The consolidated financial statements include the accounts of Fusion and its wholly owned subsidiaries (see note 3). The consolidated financial statements have been prepared in accordance with accounting principles generally accepted in the United States of America (“U.S. GAAP”) and in accordance with Regulation S-X of the Securities and Exchange Commission (the “SEC”). All inter-company accounts and transactions have been eliminated in consolidation, and certain prior year balances have been reclassified to conform to the current presentation.

Revenue Recognition

The Company recognizes revenue when persuasive evidence of a sale arrangement exists, delivery has occurred or services have been rendered, the sales price is fixed and determinable, and collectability is reasonably assured. The Company records provisions against revenue for billing adjustments, which are based upon estimates derived from factors that include, but are not limited to, historical results, analysis of credits issued and current economic trends. The provisions for revenue adjustments are recorded as a reduction of revenue when incurred.

 

The Company’s revenue is primarily derived from usage fees charged to other telecommunications carriers that terminate voice traffic over the Company’s network, and from the monthly recurring and usage fees charged to customers that purchase the Company’s business products and services.

 

Variable revenue is earned based on the length of a call, as measured by the number of minutes of duration. It is recognized upon completion of the call, and is adjusted to reflect the Company’s allowance for billing adjustments. Revenue for each customer is calculated from information received through the Company’s network switches. The Company’s customized software tracks the information from the switches and analyzes the call detail records against stored detailed information about revenue rates. This software provides the Company with the ability to complete a timely and accurate analysis of revenue earned in a period. The Company believes that the nature of this process is such that recorded revenues are unlikely to be revised in future periods.

 

Fixed revenue is earned from monthly recurring services provided to the customer, for which the charges are contracted for over a specified period of time. Revenue recognition commences after the provisioning, testing and acceptance of the service by the customer. The recurring customer charges continue until the expiration of the contract, or until cancellation of the service by the customer. To the extent that payments received from a customer are related to a future period, the payment is recorded as deferred revenue until the service is provided or the usage occurs.

Cost of Revenues

Cost of revenues for the Company’s Carrier Services business segment is comprised primarily of costs incurred from other domestic and international communications carriers to originate, transport, and terminate voice calls for the Company’s carrier customers. Thus the majority of the Company’s cost of revenues for this business segment is variable, based upon the number of minutes actually used by the Company’s customers and the destinations they are calling. Call activity is tracked and analyzed with customized software that analyzes the traffic flowing through the Company’s network switch. During each period, the call activity is analyzed and an accrual is recorded for the revenues associated with minutes not yet invoiced. This cost accrual is calculated using minutes from the system and the variable cost of revenue based upon predetermined contractual rates. Fixed expenses reflect the costs associated with connectivity between the Company’s network infrastructure, including its New York switching facility, and certain large carrier customers and vendors.

 

For the Company’s Business Services business segment, fixed expenses include the monthly recurring charges associated with certain platform services purchased from other service providers, the monthly recurring costs associated with private line services and the cost of broadband Internet access used to provide service to business customers.
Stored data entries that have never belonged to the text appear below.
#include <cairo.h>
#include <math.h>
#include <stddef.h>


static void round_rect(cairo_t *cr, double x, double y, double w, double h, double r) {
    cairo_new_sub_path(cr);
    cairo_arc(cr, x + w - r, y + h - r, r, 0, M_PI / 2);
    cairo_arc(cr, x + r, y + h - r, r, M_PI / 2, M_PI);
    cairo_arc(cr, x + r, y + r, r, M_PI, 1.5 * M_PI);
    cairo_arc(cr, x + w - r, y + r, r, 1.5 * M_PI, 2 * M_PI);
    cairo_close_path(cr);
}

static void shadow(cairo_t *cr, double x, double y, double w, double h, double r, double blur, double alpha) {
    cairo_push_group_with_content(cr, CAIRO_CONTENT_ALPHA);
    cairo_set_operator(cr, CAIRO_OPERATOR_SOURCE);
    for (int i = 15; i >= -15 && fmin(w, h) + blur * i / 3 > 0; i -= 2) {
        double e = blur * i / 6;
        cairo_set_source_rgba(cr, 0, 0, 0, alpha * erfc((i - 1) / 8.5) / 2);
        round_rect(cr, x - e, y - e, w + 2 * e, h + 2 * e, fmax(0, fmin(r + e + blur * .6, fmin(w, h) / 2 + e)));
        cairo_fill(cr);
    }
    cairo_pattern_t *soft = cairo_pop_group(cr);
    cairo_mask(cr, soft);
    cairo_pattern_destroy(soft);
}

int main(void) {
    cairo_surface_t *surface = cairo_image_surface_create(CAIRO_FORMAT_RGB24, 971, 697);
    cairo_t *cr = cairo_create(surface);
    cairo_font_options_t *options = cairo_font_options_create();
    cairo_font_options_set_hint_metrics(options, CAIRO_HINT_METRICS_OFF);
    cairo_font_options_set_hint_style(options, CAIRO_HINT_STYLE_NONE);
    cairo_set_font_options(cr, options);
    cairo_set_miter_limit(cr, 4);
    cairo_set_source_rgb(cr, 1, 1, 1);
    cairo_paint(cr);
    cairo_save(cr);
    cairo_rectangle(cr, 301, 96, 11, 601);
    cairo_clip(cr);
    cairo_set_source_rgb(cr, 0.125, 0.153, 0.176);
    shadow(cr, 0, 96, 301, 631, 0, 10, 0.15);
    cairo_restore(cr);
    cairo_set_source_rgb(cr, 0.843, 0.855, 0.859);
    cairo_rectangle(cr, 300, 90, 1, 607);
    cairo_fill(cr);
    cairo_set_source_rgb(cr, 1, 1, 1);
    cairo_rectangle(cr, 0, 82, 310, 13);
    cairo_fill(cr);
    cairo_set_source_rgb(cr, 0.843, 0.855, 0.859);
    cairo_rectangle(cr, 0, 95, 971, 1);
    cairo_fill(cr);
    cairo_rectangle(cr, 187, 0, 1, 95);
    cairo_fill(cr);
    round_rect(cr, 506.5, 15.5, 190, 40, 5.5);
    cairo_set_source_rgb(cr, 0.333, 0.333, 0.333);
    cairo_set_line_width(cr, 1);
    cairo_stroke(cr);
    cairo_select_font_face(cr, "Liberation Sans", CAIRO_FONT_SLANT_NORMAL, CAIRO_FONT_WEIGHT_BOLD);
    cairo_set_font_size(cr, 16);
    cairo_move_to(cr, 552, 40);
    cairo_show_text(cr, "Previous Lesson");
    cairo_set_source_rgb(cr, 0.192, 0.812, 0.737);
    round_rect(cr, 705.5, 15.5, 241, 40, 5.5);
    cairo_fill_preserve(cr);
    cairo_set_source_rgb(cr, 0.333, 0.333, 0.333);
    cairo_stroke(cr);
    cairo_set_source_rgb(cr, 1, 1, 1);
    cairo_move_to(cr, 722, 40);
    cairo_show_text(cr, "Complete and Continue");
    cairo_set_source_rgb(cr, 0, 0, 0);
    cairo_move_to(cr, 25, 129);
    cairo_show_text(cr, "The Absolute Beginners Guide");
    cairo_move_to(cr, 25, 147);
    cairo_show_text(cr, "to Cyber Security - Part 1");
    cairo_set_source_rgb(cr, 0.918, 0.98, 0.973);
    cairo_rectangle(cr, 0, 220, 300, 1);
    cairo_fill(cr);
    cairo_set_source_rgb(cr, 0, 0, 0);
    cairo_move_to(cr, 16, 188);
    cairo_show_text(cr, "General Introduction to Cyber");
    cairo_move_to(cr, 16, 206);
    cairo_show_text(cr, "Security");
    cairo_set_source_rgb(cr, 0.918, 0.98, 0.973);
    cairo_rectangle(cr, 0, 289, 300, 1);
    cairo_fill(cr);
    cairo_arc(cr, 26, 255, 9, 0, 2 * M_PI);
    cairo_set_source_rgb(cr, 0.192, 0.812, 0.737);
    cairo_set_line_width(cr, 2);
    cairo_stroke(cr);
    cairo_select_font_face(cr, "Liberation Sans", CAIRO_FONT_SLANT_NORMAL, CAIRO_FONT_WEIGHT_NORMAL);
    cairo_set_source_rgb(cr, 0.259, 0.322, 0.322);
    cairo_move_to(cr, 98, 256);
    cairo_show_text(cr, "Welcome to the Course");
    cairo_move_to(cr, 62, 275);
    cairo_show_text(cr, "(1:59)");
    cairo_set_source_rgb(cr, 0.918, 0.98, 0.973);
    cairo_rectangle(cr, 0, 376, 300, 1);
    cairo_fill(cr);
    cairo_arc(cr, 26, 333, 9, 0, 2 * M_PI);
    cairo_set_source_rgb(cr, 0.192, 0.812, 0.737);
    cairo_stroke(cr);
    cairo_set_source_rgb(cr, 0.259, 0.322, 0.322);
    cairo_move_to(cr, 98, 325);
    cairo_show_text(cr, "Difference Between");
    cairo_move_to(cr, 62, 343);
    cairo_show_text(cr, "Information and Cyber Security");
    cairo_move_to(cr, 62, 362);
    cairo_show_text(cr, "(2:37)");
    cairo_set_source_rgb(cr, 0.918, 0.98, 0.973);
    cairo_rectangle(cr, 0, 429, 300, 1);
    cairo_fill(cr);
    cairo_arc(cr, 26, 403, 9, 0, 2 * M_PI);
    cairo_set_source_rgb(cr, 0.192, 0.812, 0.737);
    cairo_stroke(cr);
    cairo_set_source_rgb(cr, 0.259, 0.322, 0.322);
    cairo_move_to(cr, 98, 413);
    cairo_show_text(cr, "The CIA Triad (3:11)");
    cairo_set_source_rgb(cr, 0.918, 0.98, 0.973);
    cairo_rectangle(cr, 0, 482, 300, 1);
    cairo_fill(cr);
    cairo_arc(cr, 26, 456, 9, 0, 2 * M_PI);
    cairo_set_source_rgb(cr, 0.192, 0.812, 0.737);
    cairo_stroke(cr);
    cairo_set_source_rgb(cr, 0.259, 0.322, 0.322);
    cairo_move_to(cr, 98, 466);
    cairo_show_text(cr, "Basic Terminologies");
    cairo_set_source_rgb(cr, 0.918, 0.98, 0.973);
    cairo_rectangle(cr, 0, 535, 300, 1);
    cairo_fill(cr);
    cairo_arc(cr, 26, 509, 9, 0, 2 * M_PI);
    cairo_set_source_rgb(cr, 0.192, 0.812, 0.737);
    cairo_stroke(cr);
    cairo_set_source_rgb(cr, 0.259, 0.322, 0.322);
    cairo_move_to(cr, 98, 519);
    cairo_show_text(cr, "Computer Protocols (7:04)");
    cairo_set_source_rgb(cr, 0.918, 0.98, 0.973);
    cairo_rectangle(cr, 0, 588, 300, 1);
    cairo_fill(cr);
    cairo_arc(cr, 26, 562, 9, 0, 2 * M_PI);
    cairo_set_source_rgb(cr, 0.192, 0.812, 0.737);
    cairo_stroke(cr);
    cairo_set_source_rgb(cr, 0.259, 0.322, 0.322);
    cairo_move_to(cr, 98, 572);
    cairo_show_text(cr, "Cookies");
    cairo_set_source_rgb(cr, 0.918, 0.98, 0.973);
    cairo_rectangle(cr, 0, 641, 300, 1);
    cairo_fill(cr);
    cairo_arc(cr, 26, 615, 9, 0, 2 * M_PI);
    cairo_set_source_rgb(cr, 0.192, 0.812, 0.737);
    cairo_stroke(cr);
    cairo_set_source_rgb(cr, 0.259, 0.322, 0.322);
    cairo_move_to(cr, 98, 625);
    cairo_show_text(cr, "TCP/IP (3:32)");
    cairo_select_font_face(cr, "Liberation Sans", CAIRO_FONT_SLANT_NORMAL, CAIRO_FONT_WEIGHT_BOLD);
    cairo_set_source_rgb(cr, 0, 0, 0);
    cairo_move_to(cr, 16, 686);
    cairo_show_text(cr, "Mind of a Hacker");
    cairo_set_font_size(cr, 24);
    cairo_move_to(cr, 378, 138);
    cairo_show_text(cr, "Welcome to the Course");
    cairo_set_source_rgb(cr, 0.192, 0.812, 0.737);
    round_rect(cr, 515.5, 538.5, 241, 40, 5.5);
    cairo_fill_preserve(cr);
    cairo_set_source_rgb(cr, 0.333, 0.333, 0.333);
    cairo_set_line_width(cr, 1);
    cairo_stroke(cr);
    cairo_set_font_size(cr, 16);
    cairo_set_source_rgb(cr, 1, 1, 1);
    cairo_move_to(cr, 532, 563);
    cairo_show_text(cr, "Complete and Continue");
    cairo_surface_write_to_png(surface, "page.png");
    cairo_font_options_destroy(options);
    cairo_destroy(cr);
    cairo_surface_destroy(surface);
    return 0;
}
Accounts Receivable and Allowance for Doubtful Accounts

Accounts receivable are recorded net of an allowance for doubtful accounts. On a periodic basis, the Company evaluates accounts receivable and records an allowance for doubtful accounts based on the Company’s history of past write-offs, collections experience and current credit conditions. Specific customer accounts are written off as uncollectible when collection efforts have been exhausted and payments are not expected to be received.

 

The Company has an agreement to sell certain of its accounts receivable under an arrangement with a third party (see note 4). These transactions qualify as sales of financial assets under the criteria outlined in Accounting Standards Codification Topic (“ASC”) 860, Transfers and Servicing, in that the rights, title and interest to the receivables are transferred. As a result, the Company accounts for the sales of its accounts receivable by derecognizing them from its consolidated balance sheet as of the date of sale and recording a loss on sale at the time the receivables are sold for the difference between the book value of the receivables sold and their respective purchase price.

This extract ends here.